Participants will learn about chamber benefits, meet staff and network with fellow members.
To make a reservation, contact Tosha Roberson at 324-7500 or email@example.com.
Sharehoders approve Clear Channel buyout
SAN ANTONIO -- It took just about three weeks for the nation's biggest radio station operator, Clear Channel Communications, to accept a buyout offer after announcing last fall that it was considering "strategic alternatives."
It took another 10 months for shareholders to finally approve the deal.
On Tuesday, they gave the OK to a $19.5 billion buyout offer from a private equity group led by Thomas H. Lee Partners and Bain Capital Partners.
The offer was first announced in November but was sweetened after some large shareholders signaled they would oppose earlier offers.
The latest offer was $39.20 per share in cash or stock in what would be a privately owned company.

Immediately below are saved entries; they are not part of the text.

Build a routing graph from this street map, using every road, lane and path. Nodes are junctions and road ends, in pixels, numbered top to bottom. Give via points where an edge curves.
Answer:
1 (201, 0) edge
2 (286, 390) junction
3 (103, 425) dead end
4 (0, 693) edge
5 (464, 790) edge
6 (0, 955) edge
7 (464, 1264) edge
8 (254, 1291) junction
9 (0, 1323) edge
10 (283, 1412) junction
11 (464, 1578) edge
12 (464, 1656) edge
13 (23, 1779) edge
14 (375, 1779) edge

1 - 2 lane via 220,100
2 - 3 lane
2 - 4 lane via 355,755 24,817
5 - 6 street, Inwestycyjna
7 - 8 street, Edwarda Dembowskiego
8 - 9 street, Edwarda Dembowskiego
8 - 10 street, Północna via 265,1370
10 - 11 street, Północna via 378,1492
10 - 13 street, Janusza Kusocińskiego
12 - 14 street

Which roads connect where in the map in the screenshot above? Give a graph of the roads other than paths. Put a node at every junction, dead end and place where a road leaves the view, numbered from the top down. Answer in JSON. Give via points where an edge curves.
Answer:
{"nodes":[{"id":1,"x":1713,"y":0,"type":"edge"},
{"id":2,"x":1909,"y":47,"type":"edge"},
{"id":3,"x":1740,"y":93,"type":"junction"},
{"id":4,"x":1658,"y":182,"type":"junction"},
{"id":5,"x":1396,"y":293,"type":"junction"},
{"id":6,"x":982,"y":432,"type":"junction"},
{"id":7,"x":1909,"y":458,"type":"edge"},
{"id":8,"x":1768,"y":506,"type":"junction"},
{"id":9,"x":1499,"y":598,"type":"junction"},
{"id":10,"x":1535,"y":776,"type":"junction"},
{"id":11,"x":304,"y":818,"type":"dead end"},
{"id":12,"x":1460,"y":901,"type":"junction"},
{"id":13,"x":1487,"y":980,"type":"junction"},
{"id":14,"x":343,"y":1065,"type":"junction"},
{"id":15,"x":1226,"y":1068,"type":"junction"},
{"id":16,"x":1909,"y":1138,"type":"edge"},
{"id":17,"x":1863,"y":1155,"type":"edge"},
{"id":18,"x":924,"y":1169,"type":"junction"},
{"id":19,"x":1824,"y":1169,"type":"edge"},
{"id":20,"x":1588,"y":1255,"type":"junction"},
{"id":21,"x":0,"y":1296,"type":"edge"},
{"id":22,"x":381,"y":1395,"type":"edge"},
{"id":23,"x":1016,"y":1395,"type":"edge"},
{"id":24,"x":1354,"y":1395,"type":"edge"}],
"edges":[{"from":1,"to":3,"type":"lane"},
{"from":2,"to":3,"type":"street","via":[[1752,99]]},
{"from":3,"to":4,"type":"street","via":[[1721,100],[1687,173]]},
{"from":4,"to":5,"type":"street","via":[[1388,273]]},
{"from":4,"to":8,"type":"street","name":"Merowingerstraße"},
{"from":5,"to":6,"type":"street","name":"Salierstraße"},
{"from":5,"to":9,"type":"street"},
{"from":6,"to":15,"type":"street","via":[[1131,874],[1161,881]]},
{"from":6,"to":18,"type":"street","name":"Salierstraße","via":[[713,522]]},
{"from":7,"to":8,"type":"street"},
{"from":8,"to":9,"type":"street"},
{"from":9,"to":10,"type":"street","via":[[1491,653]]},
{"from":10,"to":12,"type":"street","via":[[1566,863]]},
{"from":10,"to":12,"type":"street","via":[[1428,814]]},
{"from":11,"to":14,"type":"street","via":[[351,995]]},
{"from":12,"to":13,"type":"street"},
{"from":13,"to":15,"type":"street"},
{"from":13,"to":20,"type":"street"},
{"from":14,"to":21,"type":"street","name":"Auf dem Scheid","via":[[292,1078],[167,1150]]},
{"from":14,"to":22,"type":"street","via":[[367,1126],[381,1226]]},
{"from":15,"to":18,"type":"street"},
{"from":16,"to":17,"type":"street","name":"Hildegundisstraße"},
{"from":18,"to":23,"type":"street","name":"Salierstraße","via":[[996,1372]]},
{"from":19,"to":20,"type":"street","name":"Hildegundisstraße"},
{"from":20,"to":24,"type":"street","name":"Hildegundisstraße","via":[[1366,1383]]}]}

Amazon.com opens its digital music store
SEATTLE -- Web retailer Amazon.com launched its much-anticipated digital music store Tuesday with nearly 2.3 million songs, none of them protected against copying.
The store, Amazon MP3, lets shoppers buy and download individual songs or entire albums. The tracks can be copied to multiple computers, burned onto CDs and played on most types of PCs and portable devices, including Apple's iPod and Microsoft's Zune.
Songs cost 89 cents to 99 cents each, and albums sell for $5.99 to $9.99.
Major music labels Universal Music Group and EMI Music Publishing have signed on to sell their tracks on Amazon, as have thousands of independent labels. The company said several smaller labels are selling their music without copy protection for the first time on the Amazon store, including Rounder Records and Trojan Records.